■ EXERCISE:
Your task is to transcribe each record exactly and to omit every image.

--- --- ---

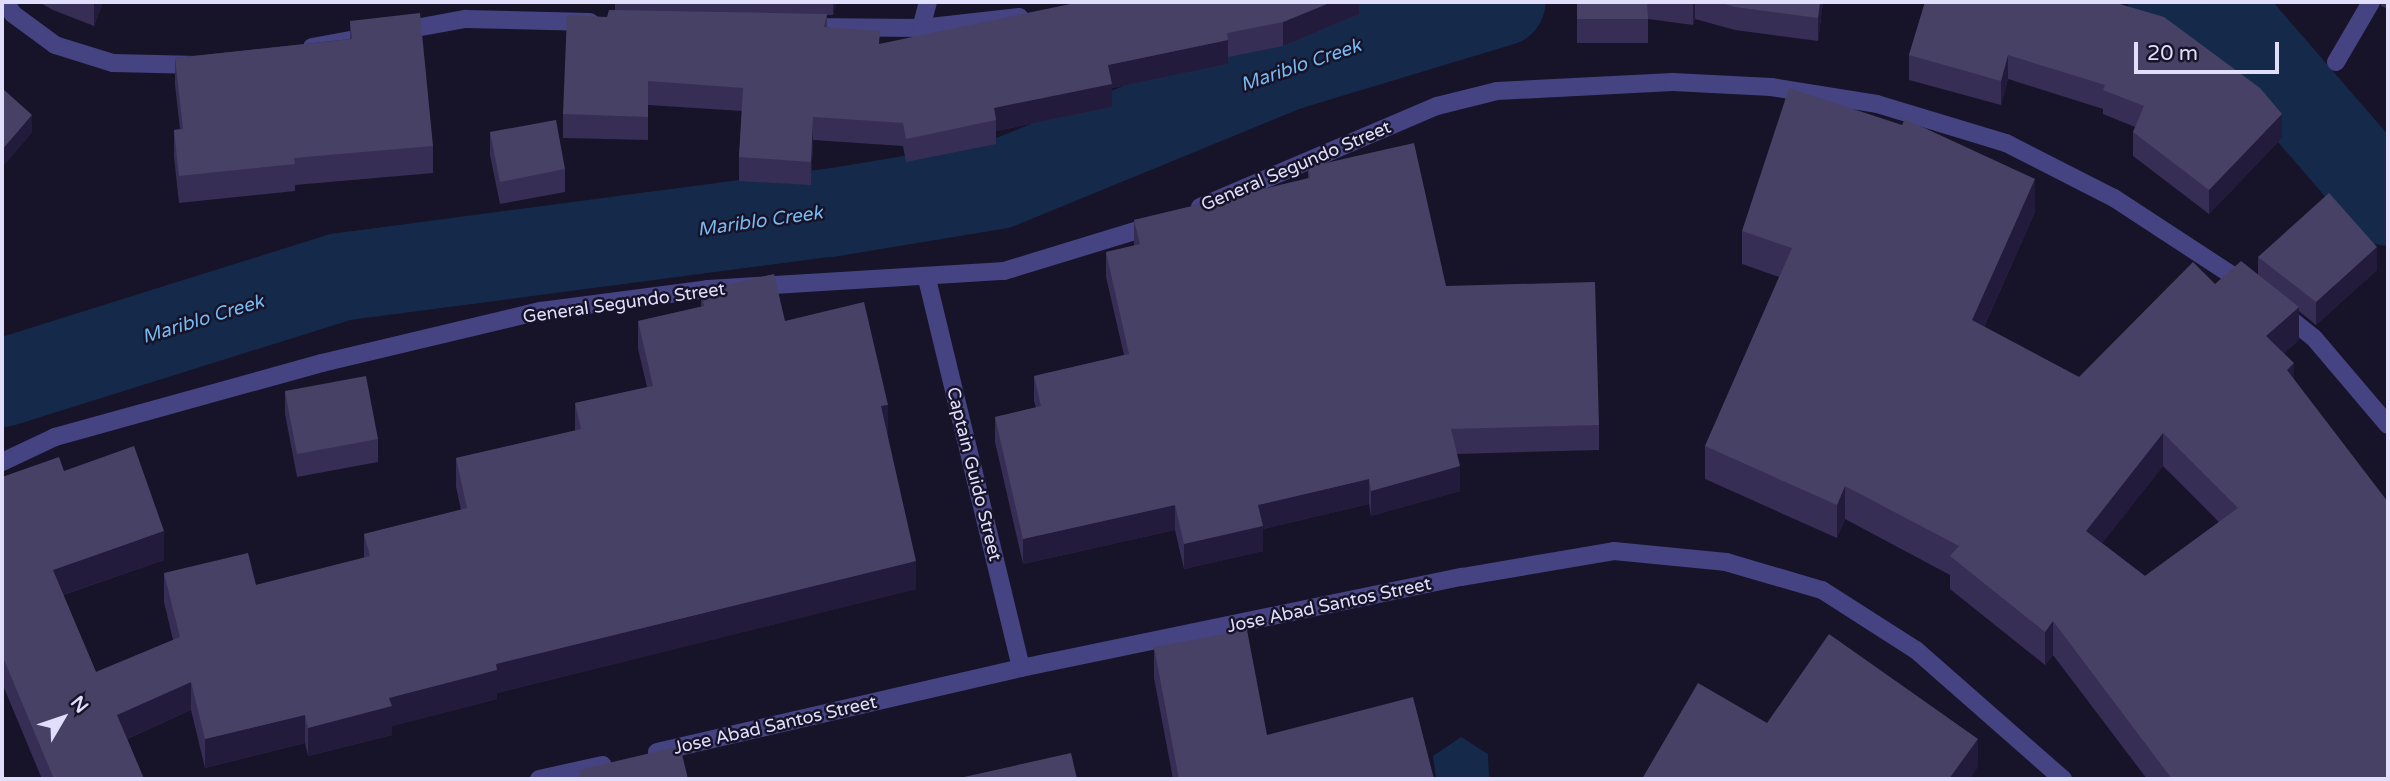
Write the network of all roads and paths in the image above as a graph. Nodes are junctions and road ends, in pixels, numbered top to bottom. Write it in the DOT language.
graph roads {
  1 [pos="5,2"];
  2 [pos="928,2"];
  3 [pos="2371,2"];
  4 [pos="1035,15"];
  5 [pos="604,23"];
  6 [pos="783,27"];
  7 [pos="921,28"];
  8 [pos="290,52"];
  9 [pos="2336,62"];
  10 [pos="214,64"];
  11 [pos="927,279"];
  12 [pos="2388,425"];
  13 [pos="2,462"];
  14 [pos="1021,668"];
  15 [pos="539,779"];
  16 [pos="2063,779"];
  1 -- 10 [label="street"];
  2 -- 7 [label="street"];
  3 -- 9 [label="street"];
  4 -- 7 [label="street"];
  5 -- 8 [label="street"];
  6 -- 7 [label="street"];
  11 -- 12 [label="street, General Segundo Street"];
  11 -- 13 [label="street, General Segundo Street"];
  11 -- 14 [label="street, Captain Guido Street"];
  14 -- 15 [label="street, Jose Abad Santos Street"];
  14 -- 16 [label="street, Jose Abad Santos Street"];
}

--- --- ---

■ SOLUTION FOR THIS EXERCISE:
Write the network of all roads and paths in the image above as a graph. Nodes are junctions and road ends, in pixels, numbered top to bottom. Write it in the DOT language.
graph roads {
  1 [pos="5,2"];
  2 [pos="928,2"];
  3 [pos="2371,2"];
  4 [pos="1035,15"];
  5 [pos="604,23"];
  6 [pos="783,27"];
  7 [pos="921,28"];
  8 [pos="290,52"];
  9 [pos="2336,62"];
  10 [pos="214,64"];
  11 [pos="927,279"];
  12 [pos="2388,425"];
  13 [pos="2,462"];
  14 [pos="1021,668"];
  15 [pos="539,779"];
  16 [pos="2063,779"];
  1 -- 10 [label="street"];
  2 -- 7 [label="street"];
  3 -- 9 [label="street"];
  4 -- 7 [label="street"];
  5 -- 8 [label="street"];
  6 -- 7 [label="street"];
  11 -- 12 [label="street, General Segundo Street"];
  11 -- 13 [label="street, General Segundo Street"];
  11 -- 14 [label="street, Captain Guido Street"];
  14 -- 15 [label="street, Jose Abad Santos Street"];
  14 -- 16 [label="street, Jose Abad Santos Street"];
}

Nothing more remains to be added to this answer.